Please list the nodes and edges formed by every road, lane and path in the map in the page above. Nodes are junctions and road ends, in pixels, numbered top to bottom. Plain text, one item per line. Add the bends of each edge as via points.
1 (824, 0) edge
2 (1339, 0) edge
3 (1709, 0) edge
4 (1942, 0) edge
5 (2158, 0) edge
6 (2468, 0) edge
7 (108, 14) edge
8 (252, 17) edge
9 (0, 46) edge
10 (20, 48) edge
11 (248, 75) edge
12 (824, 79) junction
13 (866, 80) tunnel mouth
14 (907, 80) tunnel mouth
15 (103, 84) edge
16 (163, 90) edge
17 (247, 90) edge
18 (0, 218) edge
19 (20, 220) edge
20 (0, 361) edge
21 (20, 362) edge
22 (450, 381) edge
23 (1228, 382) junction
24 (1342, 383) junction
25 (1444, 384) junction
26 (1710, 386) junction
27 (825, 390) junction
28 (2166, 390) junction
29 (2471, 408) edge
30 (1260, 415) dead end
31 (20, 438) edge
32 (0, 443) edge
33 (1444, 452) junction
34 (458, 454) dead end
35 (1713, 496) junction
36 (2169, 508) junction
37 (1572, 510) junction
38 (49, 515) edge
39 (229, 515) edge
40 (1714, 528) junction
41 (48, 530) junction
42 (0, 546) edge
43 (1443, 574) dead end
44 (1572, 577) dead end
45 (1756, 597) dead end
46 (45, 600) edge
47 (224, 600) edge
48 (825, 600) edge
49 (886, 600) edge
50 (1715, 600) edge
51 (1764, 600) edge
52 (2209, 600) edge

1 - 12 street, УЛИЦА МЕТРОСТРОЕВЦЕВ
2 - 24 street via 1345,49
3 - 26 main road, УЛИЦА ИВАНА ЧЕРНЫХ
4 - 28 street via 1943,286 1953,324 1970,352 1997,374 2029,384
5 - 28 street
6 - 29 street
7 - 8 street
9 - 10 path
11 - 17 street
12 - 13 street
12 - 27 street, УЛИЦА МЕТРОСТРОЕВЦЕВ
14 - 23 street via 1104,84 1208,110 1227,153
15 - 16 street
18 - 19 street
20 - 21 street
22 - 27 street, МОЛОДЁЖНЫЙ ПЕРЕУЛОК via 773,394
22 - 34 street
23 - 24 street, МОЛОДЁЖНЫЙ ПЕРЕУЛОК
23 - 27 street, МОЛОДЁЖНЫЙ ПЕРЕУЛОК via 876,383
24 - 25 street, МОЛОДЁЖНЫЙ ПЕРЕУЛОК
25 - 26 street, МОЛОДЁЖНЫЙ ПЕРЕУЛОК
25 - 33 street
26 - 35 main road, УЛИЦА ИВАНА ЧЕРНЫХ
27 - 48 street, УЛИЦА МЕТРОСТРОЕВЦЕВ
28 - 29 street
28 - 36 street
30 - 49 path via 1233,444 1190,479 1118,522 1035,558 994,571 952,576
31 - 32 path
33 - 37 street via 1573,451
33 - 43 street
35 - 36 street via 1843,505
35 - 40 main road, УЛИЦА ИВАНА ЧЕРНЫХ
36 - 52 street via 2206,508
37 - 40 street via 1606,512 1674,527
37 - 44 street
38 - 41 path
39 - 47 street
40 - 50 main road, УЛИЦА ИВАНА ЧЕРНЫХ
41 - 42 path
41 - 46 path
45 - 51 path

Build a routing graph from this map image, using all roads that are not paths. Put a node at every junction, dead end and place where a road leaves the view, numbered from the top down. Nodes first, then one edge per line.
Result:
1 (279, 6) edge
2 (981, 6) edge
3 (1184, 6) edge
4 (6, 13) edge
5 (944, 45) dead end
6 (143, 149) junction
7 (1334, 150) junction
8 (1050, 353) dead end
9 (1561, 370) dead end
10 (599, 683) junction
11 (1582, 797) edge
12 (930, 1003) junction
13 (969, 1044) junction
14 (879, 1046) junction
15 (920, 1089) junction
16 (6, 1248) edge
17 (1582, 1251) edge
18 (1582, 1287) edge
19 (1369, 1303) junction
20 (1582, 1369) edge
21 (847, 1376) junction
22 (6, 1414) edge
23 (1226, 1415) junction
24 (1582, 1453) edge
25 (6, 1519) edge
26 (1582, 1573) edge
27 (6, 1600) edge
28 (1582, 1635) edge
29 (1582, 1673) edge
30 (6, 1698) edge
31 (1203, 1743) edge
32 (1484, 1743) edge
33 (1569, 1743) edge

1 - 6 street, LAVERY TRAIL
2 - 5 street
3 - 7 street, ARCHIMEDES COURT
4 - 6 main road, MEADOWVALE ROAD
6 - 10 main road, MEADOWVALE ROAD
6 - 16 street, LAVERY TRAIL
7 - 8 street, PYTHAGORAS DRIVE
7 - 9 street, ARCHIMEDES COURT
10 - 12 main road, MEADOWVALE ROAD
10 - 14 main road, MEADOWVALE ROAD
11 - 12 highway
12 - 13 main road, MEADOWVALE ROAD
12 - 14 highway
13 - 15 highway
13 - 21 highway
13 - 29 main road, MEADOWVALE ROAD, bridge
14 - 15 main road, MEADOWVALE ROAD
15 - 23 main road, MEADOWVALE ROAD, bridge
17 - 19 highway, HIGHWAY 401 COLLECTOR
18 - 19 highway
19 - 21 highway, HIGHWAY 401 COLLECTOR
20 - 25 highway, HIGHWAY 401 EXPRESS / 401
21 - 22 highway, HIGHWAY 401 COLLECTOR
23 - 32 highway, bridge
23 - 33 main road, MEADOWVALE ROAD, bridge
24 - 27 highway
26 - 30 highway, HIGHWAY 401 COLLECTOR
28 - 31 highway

* _ASSIGNMENT_
In full and verbatim, repeat the records given above.

* _EXERCISE ANSWER_
Please list the nodes and edges formed by every road, lane and path in the map in the page above. Nodes are junctions and road ends, in pixels, numbered top to bottom. Plain text, one item per line. Add the bends of each edge as via points.
1 (824, 0) edge
2 (1339, 0) edge
3 (1709, 0) edge
4 (1942, 0) edge
5 (2158, 0) edge
6 (2468, 0) edge
7 (108, 14) edge
8 (252, 17) edge
9 (0, 46) edge
10 (20, 48) edge
11 (248, 75) edge
12 (824, 79) junction
13 (866, 80) tunnel mouth
14 (907, 80) tunnel mouth
15 (103, 84) edge
16 (163, 90) edge
17 (247, 90) edge
18 (0, 218) edge
19 (20, 220) edge
20 (0, 361) edge
21 (20, 362) edge
22 (450, 381) edge
23 (1228, 382) junction
24 (1342, 383) junction
25 (1444, 384) junction
26 (1710, 386) junction
27 (825, 390) junction
28 (2166, 390) junction
29 (2471, 408) edge
30 (1260, 415) dead end
31 (20, 438) edge
32 (0, 443) edge
33 (1444, 452) junction
34 (458, 454) dead end
35 (1713, 496) junction
36 (2169, 508) junction
37 (1572, 510) junction
38 (49, 515) edge
39 (229, 515) edge
40 (1714, 528) junction
41 (48, 530) junction
42 (0, 546) edge
43 (1443, 574) dead end
44 (1572, 577) dead end
45 (1756, 597) dead end
46 (45, 600) edge
47 (224, 600) edge
48 (825, 600) edge
49 (886, 600) edge
50 (1715, 600) edge
51 (1764, 600) edge
52 (2209, 600) edge

1 - 12 street, УЛИЦА МЕТРОСТРОЕВЦЕВ
2 - 24 street via 1345,49
3 - 26 main road, УЛИЦА ИВАНА ЧЕРНЫХ
4 - 28 street via 1943,286 1953,324 1970,352 1997,374 2029,384
5 - 28 street
6 - 29 street
7 - 8 street
9 - 10 path
11 - 17 street
12 - 13 street
12 - 27 street, УЛИЦА МЕТРОСТРОЕВЦЕВ
14 - 23 street via 1104,84 1208,110 1227,153
15 - 16 street
18 - 19 street
20 - 21 street
22 - 27 street, МОЛОДЁЖНЫЙ ПЕРЕУЛОК via 773,394
22 - 34 street
23 - 24 street, МОЛОДЁЖНЫЙ ПЕРЕУЛОК
23 - 27 street, МОЛОДЁЖНЫЙ ПЕРЕУЛОК via 876,383
24 - 25 street, МОЛОДЁЖНЫЙ ПЕРЕУЛОК
25 - 26 street, МОЛОДЁЖНЫЙ ПЕРЕУЛОК
25 - 33 street
26 - 35 main road, УЛИЦА ИВАНА ЧЕРНЫХ
27 - 48 street, УЛИЦА МЕТРОСТРОЕВЦЕВ
28 - 29 street
28 - 36 street
30 - 49 path via 1233,444 1190,479 1118,522 1035,558 994,571 952,576
31 - 32 path
33 - 37 street via 1573,451
33 - 43 street
35 - 36 street via 1843,505
35 - 40 main road, УЛИЦА ИВАНА ЧЕРНЫХ
36 - 52 street via 2206,508
37 - 40 street via 1606,512 1674,527
37 - 44 street
38 - 41 path
39 - 47 street
40 - 50 main road, УЛИЦА ИВАНА ЧЕРНЫХ
41 - 42 path
41 - 46 path
45 - 51 path

Build a routing graph from this map image, using all roads that are not paths. Put a node at every junction, dead end and place where a road leaves the view, numbered from the top down. Nodes first, then one edge per line.
Result:
1 (279, 6) edge
2 (981, 6) edge
3 (1184, 6) edge
4 (6, 13) edge
5 (944, 45) dead end
6 (143, 149) junction
7 (1334, 150) junction
8 (1050, 353) dead end
9 (1561, 370) dead end
10 (599, 683) junction
11 (1582, 797) edge
12 (930, 1003) junction
13 (969, 1044) junction
14 (879, 1046) junction
15 (920, 1089) junction
16 (6, 1248) edge
17 (1582, 1251) edge
18 (1582, 1287) edge
19 (1369, 1303) junction
20 (1582, 1369) edge
21 (847, 1376) junction
22 (6, 1414) edge
23 (1226, 1415) junction
24 (1582, 1453) edge
25 (6, 1519) edge
26 (1582, 1573) edge
27 (6, 1600) edge
28 (1582, 1635) edge
29 (1582, 1673) edge
30 (6, 1698) edge
31 (1203, 1743) edge
32 (1484, 1743) edge
33 (1569, 1743) edge

1 - 6 street, LAVERY TRAIL
2 - 5 street
3 - 7 street, ARCHIMEDES COURT
4 - 6 main road, MEADOWVALE ROAD
6 - 10 main road, MEADOWVALE ROAD
6 - 16 street, LAVERY TRAIL
7 - 8 street, PYTHAGORAS DRIVE
7 - 9 street, ARCHIMEDES COURT
10 - 12 main road, MEADOWVALE ROAD
10 - 14 main road, MEADOWVALE ROAD
11 - 12 highway
12 - 13 main road, MEADOWVALE ROAD
12 - 14 highway
13 - 15 highway
13 - 21 highway
13 - 29 main road, MEADOWVALE ROAD, bridge
14 - 15 main road, MEADOWVALE ROAD
15 - 23 main road, MEADOWVALE ROAD, bridge
17 - 19 highway, HIGHWAY 401 COLLECTOR
18 - 19 highway
19 - 21 highway, HIGHWAY 401 COLLECTOR
20 - 25 highway, HIGHWAY 401 EXPRESS / 401
21 - 22 highway, HIGHWAY 401 COLLECTOR
23 - 32 highway, bridge
23 - 33 main road, MEADOWVALE ROAD, bridge
24 - 27 highway
26 - 30 highway, HIGHWAY 401 COLLECTOR
28 - 31 highway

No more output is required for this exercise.